Nodel has self-diagnosed himself with the markers of Wilson’s Disease, which I believe is known more colloquially as Soccer Balls.  Nodel injects himself.

He begins team-building stunts with his class.  He has the guys form a circle around a circle of the girls.  The girls then do a trust fall where they tip over backwards and trust the guys not to grab their boobs.  They then do the experiment where six of them lift a classmate using just their fingers, and are really trusting of the guys.  Nodel tells them they are going to be working in close quarters and will have to abandon all modesty.  He reminds them that they had already committed to having not had any surgery or bodily alterations.  The dude with the dopey pierced ears doesn’t seem to understand the question.  Oh yeah, then the professor says they all need to get naked.  Funny this didn’t come up in his doctoral work at the old folks home.

They protest, but he insists he needs to examine them for birthmarks, scars and tattoos. Unsurprisingly, earring guy has a problem with this and bails.  The remaining students strip.  He notes one of the girls has a small tattoo, but upon closer examination, he decides it is tolerable.  He detects an appendectomy scar on another girl and boots her out because she is not a whole person as humans naturally evolved. He found no defects on any of the guys, so maybe he wasn’t checking them out as closely.

At home that night, Nodel worries that he is left with only 6 subjects when he needs eight. He suddenly cringes in pain.  He takes off his shirt and we see his horribly deformed back.  He realizes that the scars are actually a map.

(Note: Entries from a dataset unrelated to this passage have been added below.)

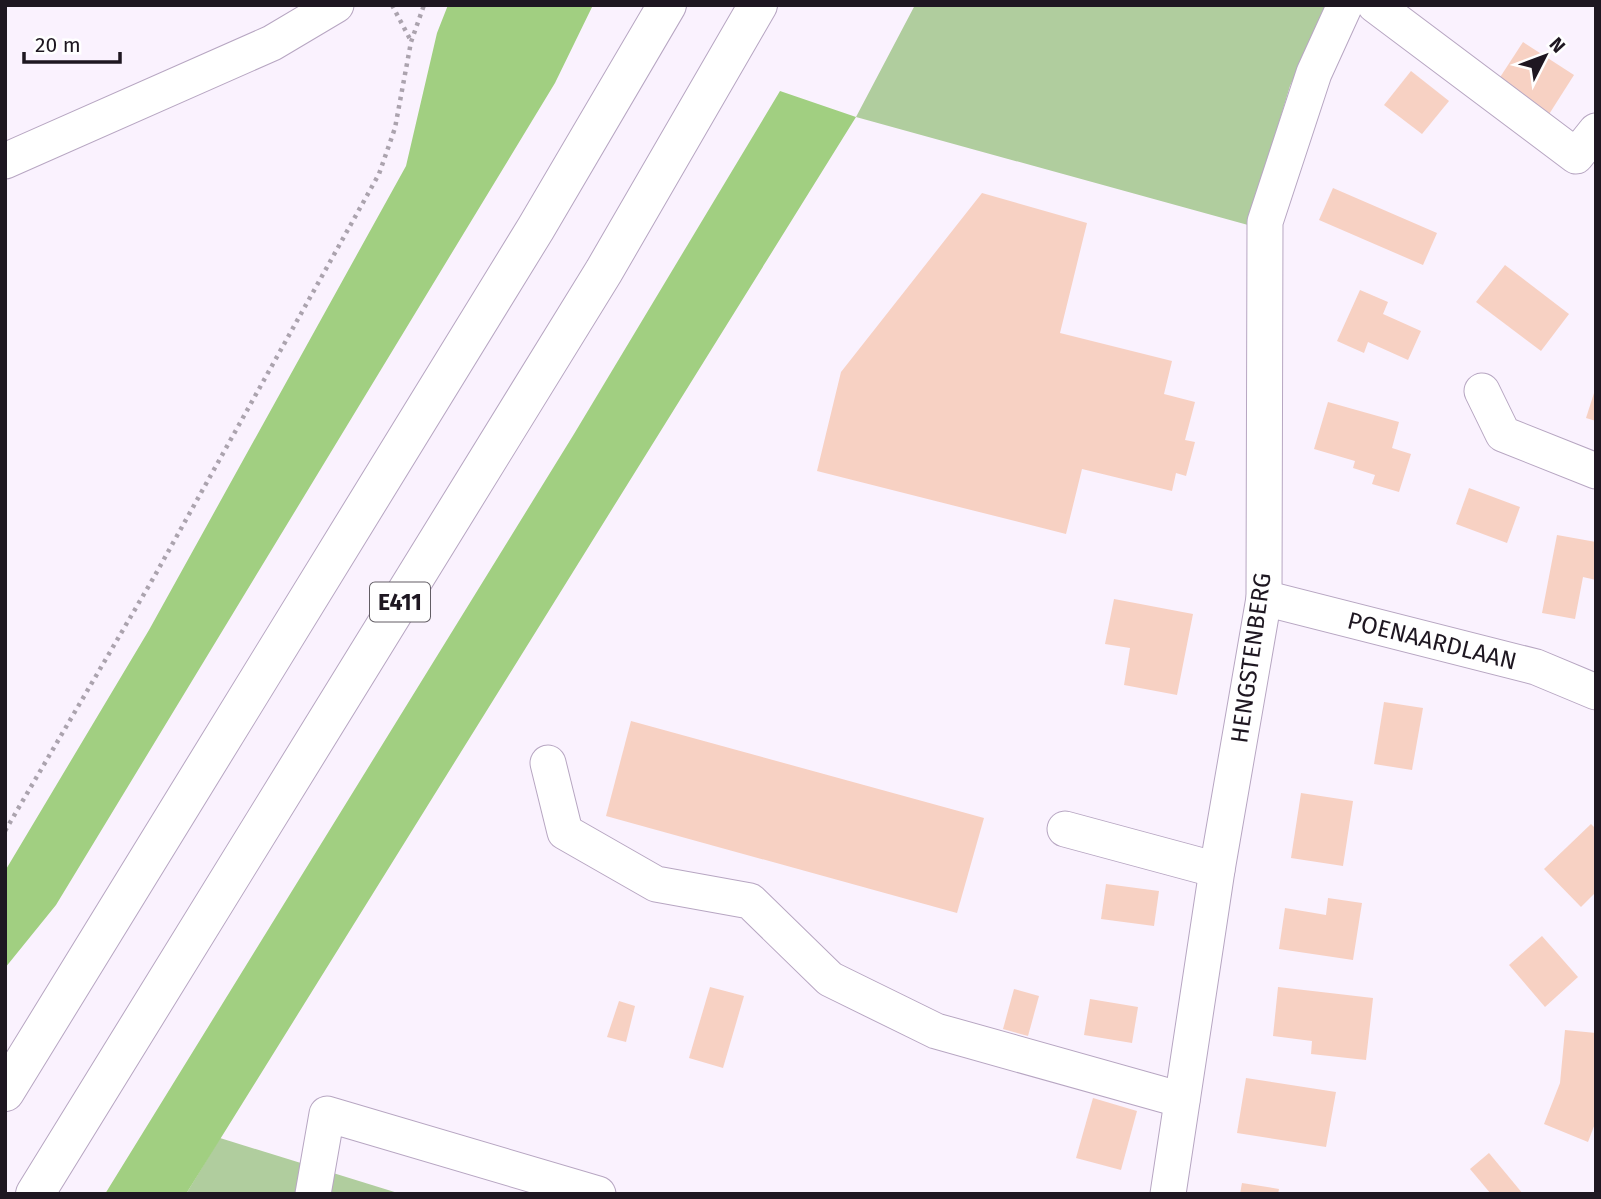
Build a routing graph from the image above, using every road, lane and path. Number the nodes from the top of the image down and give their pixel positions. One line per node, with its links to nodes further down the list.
1 (336, 5): 10 (street)
2 (392, 5): 8 (path)
3 (424, 5): 8 (path)
4 (667, 5): 19 (highway)
5 (758, 5): 21 (highway, E411)
6 (1345, 5): 13 (street, HENGSTENBERG)
7 (1375, 5): 9 (street)
8 (411, 42): 17 (path)
9 (1596, 131)
10 (5, 161)
11 (1482, 391): 12 (street)
12 (1596, 471)
13 (1264, 598): 14 (street, POENAARDLAAN); 18 (street, HENGSTENBERG)
14 (1596, 692)
15 (548, 763): 20 (street)
16 (1065, 829): 18 (street)
17 (5, 831)
18 (1217, 870): 20 (street, HENGSTENBERG)
19 (5, 1092)
20 (1182, 1100): 24 (street, HENGSTENBERG)
21 (35, 1194)
22 (313, 1194): 23 (street)
23 (598, 1194)
24 (1168, 1194)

The next day, he tells the students they are officially part of his research project.  He gives them a list of supplies to bring with them the next day.  I hope clean clothes are on the list because they all seem to be wearing the same clothes as yesterday.  WTH was the wardrobe department doing during this episode?

He is still two bodies short.  Fortuitously, his estranged son drops by with his weirdo girlfriend.  Nodel drives them out to the designated meeting place.  As they are exploring the area, they are surrounded by soldiers.

The soldiers lead the group to an underground facility housing a mysterious object.  Like Admiral Yamamoto, it has stayed in the same position since WWII.  Even digging out the ground below it will not cause it to fall.  The army figures it is 60 million years old. The object is too hard for them to even take a sample.  Nodel sees a triangular indentation on the object.  He pulls his glove off to reveal a similar triangular deformity on his palm.  The weird part is that the marking on the object has the point at the top.  When Noel presses his palm to it, his scar has the point at the bottom.  It should have been like a USB connection where he has to reverse it three times to get it to go in.

A blue light shoots out and raises Nodel like Jesus with his arms outstretched.  He speaks in the voice of the aliens.  They spread their their genetic material across the universe like a hotel bedspread to assure the continuation of their race. The object is a vessel to take the group back “home” so the aliens can see how we growed up. NASA can’t keep track of its moon rocks and home movies for 40 years [3], and they’re expecting these aliens to have a welcoming committee after 65 million?

Like Roy Neary, with no regard for their safety, they board the ship and leave behind family, friends and student loans without a thought.

Pretty straightforward, but dang if it didn’t reel me in like it always does.

Post-Post:

  • [1] It is kind of Jesus-fishy that Darwin had a name so ripe for turning into a noun.  Wallacerians would never have taken off.  See also, Alexander Graham Bell.
  • [2] Of course, he is there for shots of him grimacing as Nodel talks about evolution. It is just strange that he appears with the students, and not with the administrators that come in later.
  • [3] Or so they would have us believe.